Unified against a common enemy, Ukrainians are finding ways to resist — without even carrying a gun.
“All parts of my body are hurting — my wrists are hurting, and I am unable to open a door. That is why it is hard,” Servetnyk told CNN Tuesday, after spending hours a day kneading and baking.
Before the war, Servetnyk was a successful chef — he won Ukrainian MasterChef in 2019, and ran a pizza restaurant in Kherson. But on February 24, the Russians invaded Ukraine — and his life changed.
“There was no bread, it was a collapse,” Servetnyk says.
As the Russians shelled his country, Servetnyk and his partner drove to his parents’ house in a village on the outskirts of Kherson, desperate to flee Ukraine. “Get into the car, we will go somewhere,” he told them. His parents — who had witnessed other periods of tumult in their lives — laughed. “Where would we escape? Who is waiting for us there?” he remembers them saying. “The Russians are coming soon, they tell us that this is Russia now and we will go on with our lives.”
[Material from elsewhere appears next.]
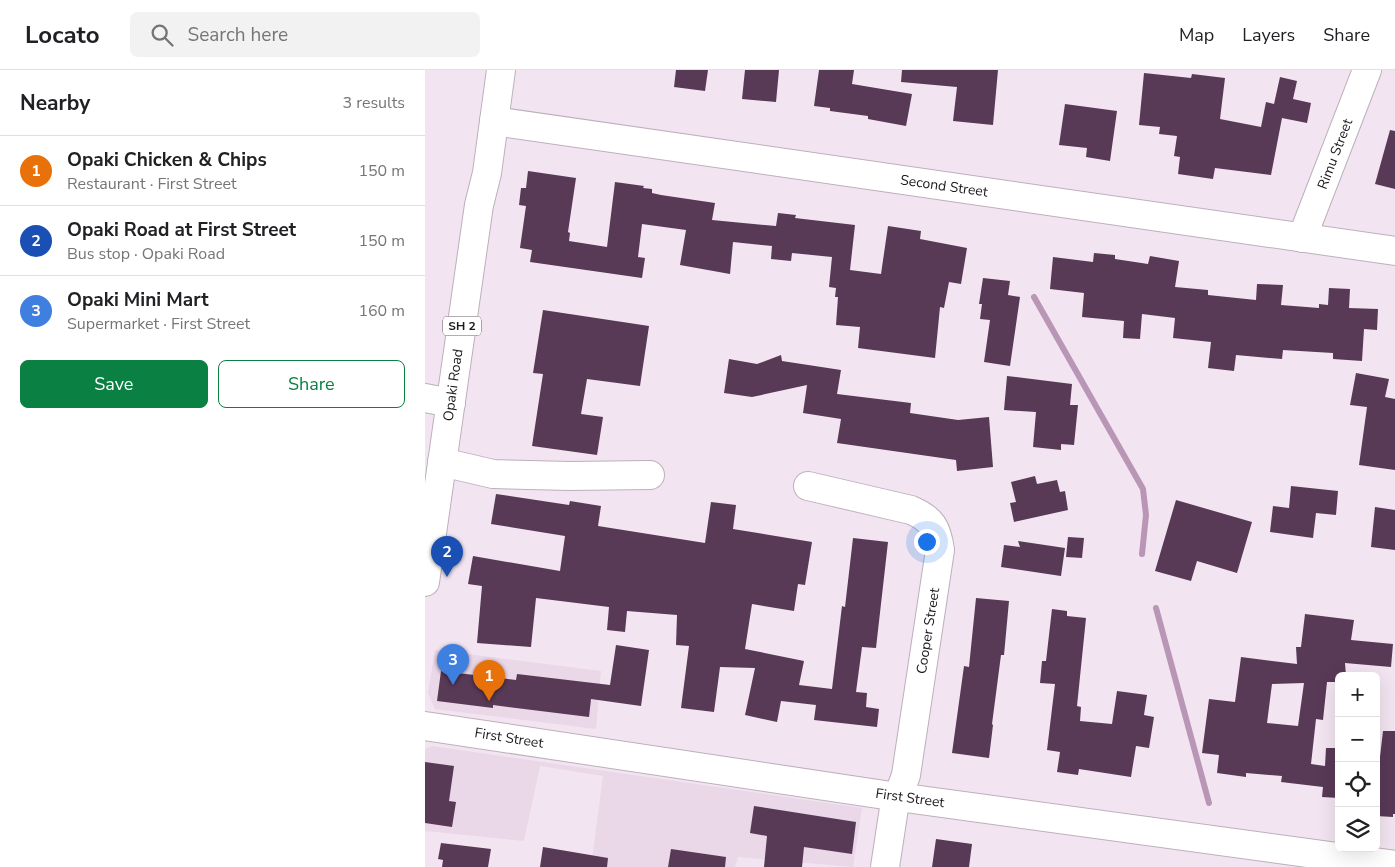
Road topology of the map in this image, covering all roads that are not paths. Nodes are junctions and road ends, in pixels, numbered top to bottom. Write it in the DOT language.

So Servetnyk decided to stay and resist. Many of Kherson’s bakers had either fled or gone into hiding, so Servetynyk turned his pizza restaurant into a bakery, and began making thousands of loaves of bread. To feed more people, he also roped in other bakers and distributed their bread, too.
“We did not escape, did not leave, but rather started saving people as best as we could,” he says.
Now Servetynyk begins each day at dawn, loading the back of his truck with golden loaves of bread baked either at his restaurant or the industrial bakery. Most of it is delivered for free to orphanages and elderly people on the outskirts of the city. Then he heads back to bake bread from midday late into the night.
Each trip Servetnyk takes to deliver bread carries a risk, he says, but without his deliveries, people would likely go hungry. He estimates that he and his partners only have about two weeks’ worth of ingredients left in their stores — and he doesn’t know what will happen afterward.
Servetnyk’s bread has become a lifeline for people in Kherson, but it’s more than just sustenance. In Ukraine — like other eastern European countries — bread has cultural significance, representing more than just food.
“In Ukraine, the smell of bread crust at the visceral level is something unbelievable just because we were baking it since the dawn of time,” Servetnyk says.
Even if Russians take Ukrainian land, they will not be able to take the Ukrainian people, he adds. When asked what Ukrainians are fighting for, he replied: “You should rather ask the Russians about it. We are fighting for our land… for our freedom.”
Servetnyk considered taking up arms against the Russians, until he heard the sound of a tank firing near the window of his home. He was terrified.
“That is when I understood that if I go to the battlefield and hear the sound of a tank, I would freeze and get killed,” he said.
“After hearing this sound, I understood that everybody must go about his own business. Military should fight and bakers should bake bread and help people,” he said.